I’ve recently been thinking about the books I’ve read this year, with a view to writing short reviews for the BSFA. My memory isn’t what it once was, and I don’t always remember much about certain books – hence registering for LibraryThing and GoodReads. When I started to think about why this might be I realised that one of the main things that stops a book staying with me is flat pacing.
Obviously I need to care about the characters and believe in the story they’re living through, but pacing is one of my personal obsessions. I‘m the same with music and films. Give me build-ups and breakdowns, give me syncopation and surprises – provided those surprises aren’t shocks; pacing needs to have internal logic and consistency. In short, rhythm.
For a me a book/film/song which is total fast-hardcore-action-madness is as boring as a worthy piece in which sod-all actually happens. The joy is in the contrast, in knowing that if it seems slow right now that just means the fast bits are going to make me smile when we get to them; and if it’s hammering on at a crazy pace, I like to know that I’ll get the chance to stop and take stock before the end, even if only in a short epilogue or coda.

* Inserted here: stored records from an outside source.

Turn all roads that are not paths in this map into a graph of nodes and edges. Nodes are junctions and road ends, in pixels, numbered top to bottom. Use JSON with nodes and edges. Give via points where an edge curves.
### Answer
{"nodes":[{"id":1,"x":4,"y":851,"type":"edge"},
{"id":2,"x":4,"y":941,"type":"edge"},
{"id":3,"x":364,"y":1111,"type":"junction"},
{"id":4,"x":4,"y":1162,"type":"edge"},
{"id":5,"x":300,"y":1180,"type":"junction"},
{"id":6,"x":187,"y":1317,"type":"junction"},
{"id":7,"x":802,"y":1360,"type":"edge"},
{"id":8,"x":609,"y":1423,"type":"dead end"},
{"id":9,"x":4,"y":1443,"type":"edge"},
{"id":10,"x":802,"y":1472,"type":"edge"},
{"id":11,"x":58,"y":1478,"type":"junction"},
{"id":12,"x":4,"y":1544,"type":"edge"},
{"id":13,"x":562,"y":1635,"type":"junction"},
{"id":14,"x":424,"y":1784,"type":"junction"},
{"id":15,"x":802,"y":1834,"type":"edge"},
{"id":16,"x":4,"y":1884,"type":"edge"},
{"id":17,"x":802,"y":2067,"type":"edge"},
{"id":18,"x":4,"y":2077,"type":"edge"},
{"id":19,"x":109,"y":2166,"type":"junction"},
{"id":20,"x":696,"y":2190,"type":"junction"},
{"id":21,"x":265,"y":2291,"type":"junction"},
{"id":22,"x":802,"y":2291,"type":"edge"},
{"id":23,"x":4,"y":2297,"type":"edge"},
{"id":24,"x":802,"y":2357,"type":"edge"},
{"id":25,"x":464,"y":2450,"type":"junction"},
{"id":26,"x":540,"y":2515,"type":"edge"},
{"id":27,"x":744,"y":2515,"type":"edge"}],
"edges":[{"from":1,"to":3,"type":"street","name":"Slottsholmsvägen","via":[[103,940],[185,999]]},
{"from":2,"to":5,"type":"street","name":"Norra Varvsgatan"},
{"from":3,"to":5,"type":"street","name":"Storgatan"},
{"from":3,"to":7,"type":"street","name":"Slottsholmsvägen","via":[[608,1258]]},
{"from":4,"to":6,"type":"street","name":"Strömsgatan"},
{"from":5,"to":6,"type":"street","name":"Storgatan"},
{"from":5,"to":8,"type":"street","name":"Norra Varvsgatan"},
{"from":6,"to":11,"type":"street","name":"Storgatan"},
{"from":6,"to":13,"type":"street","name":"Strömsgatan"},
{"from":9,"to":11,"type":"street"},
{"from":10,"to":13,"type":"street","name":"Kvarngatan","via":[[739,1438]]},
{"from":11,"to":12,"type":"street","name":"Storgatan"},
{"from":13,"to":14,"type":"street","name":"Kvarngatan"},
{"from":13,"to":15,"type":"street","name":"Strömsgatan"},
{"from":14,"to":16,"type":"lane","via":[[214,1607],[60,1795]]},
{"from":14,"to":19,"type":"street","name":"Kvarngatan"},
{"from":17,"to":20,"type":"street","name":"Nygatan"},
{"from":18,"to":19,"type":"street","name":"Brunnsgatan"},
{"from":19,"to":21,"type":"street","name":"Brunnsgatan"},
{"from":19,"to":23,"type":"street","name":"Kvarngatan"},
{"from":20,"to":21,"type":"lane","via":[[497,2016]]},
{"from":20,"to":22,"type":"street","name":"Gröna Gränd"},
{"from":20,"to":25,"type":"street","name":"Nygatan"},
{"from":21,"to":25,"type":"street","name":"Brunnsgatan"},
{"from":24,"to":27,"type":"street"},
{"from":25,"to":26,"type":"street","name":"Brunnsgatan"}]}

I’m not quite sure what this says about my character, but I’d be interested to know if other people are as concerned as I am about pacing.
Hi Ms Fenn. I have been having closely related thoughts for the past several months. They began while I wad Reading Paul McAuley’s brilliant “The Quiet War” and had to defend its slow pace on the BSFA and TTA fora. I am now Reading “The Fifth Head of Cerberus, ” and recently finished reading “Anathem.” none of these are fast-paced through and through. I like this because of the intellectual and aesthetic pleasure such liesurely, well-developed texts give me (in diverse ways). Action scenes leaver cold: when I read one I tend to skim, being more interested in, say, who won.
‘The Quiet War’ and ‘Anathem’ are on my ‘to read’ list (I’m usually a year or two behind everyone else), but going on past experience with these authors I suspect they’ll deliver what I’m looking for when it comes to pacing.
Whether I read an action sequence in detail depends on the writer. In a good book I read fast not to skim but because I’m caught up in the action. But as you say, ultimately what matters is who won.